Les regards se tournent vers moi, « c’est à Douce d’en décider », puis « Oui » murmure-t-elle « mais pas tous en même temps ».

Qui aurait résisté à une telle invite ?

Douce est guidée vers la chambre ; c’est à moi de résister à la curiosité, de ne pas aller voir.

Quand le premier revient, un autre le remplace, il a la singularité de ne pas fermer la porte, si bien que nous entendons leurs cris ; comme une façon de faire monter par concurrence la jouissance de Douce !

Ils sont 6 en tout, en dehors de Paul et moi.

Quand chacun revient dans le séjour, il y a peu de commentaires mais je vois sur leurs visages de la joie et du contentement.
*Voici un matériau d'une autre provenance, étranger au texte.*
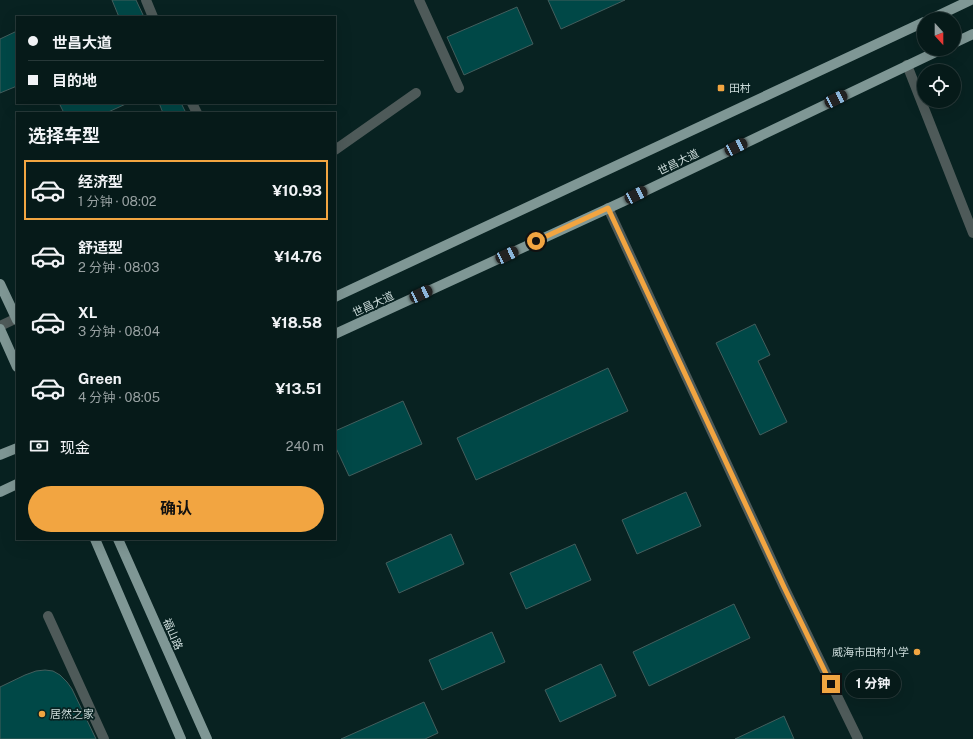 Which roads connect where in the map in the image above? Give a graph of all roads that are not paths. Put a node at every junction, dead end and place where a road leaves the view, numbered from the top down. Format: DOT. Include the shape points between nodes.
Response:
graph roads {
  1 [pos="146,0"];
  2 [pos="419,0"];
  3 [pos="971,0"];
  4 [pos="946,12"];
  5 [pos="154,16"];
  6 [pos="917,25"];
  7 [pos="973,34"];
  8 [pos="961,40"];
  9 [pos="927,56"];
  10 [pos="908,65"];
  11 [pos="459,88"];
  12 [pos="416,93"];
  13 [pos="336,149"];
  14 [pos="608,208"];
  15 [pos="973,233"];
  16 [pos="0,284"];
  17 [pos="336,297"];
  18 [pos="16,317"];
  19 [pos="16,319"];
  20 [pos="0,326"];
  21 [pos="0,329"];
  22 [pos="336,334"];
  23 [pos="16,364"];
  24 [pos="16,448"];
  25 [pos="0,456"];
  26 [pos="16,484"];
  27 [pos="0,492"];
  28 [pos="95,540"];
  29 [pos="118,540"];
  30 [pos="48,616"];
  31 [pos="104,739"];
  32 [pos="181,739"];
  33 [pos="207,739"];
  34 [pos="858,739"];
  1 -- 5 [label="street"];
  2 -- 11 [label="street"];
  3 -- 4 [label="main road"];
  6 -- 17 [label="main road, 世昌大道"];
  7 -- 8 [label="main road"];
  9 -- 10 [label="main road, 世昌大道"];
  10 -- 14 [label="main road, 世昌大道"];
  10 -- 15 [label="street"];
  12 -- 13 [label="street"];
  14 -- 22 [label="main road, 世昌大道"];
  14 -- 34 [label="street" via="784,587"];
  16 -- 18 [label="main road"];
  19 -- 20 [label="street"];
  21 -- 23 [label="main road"];
  24 -- 25 [label="main road"];
  26 -- 27 [label="main road"];
  28 -- 32 [label="main road"];
  29 -- 33 [label="main road, 福山路"];
  30 -- 31 [label="street"];
}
Je rejoins enfin Douce, m’allonge à ses côtés sur le lit, lui enlève son bandeau. Nous nous embrassons fougueusement comme de jeunes amoureux. Je me déshabille entièrement, quand je la pénètre je sens sa chatte toute ouverte et bien chaude. Je sens que je ne vais pas résister longtemps, je relève ses jambes,  les mettant autour de mon cou, appuyées à mes épaules, mes coups de boutoir s’accélèrent, elle crie, je jouis et éjacule tout au fond d’elle. Je tombe sur le dos à ses côtés mais toujours enlacés.

Nous nous levons 5 minutes plus tard, je remarque les préservatifs utilisés dans la poubelle au pied du lit.

Je me rhabille « je n’ai pas ma robe ? » « Non, viens, reste ainsi ». Douce rejoint donc le séjour, nos 7 compagnons, offrant son corps aux regards de tous. Elle remet sa robe et la soirée se poursuit joyeusement, chacun fait honneur aux mets et boissons disposés sur une grande table ; certains de nos nouveaux amis n’hésitent pas, l’un à une caresse, l’autre à un mot murmuré à son oreille.

Puis chacun part, nous sommes les derniers ; Douce se plaque à Paul et lui offre un baiser passionné, de toute sa fougue ….les mains de mon ami parcourent avec ardeur tout le corps de ma belle.

« Tu vas rester quelque temps j’ai compris, nous nous reverrons ! »

Nous sommes repartis bras dessus, bras dessous, pour une nuit de sommeil bien mérité.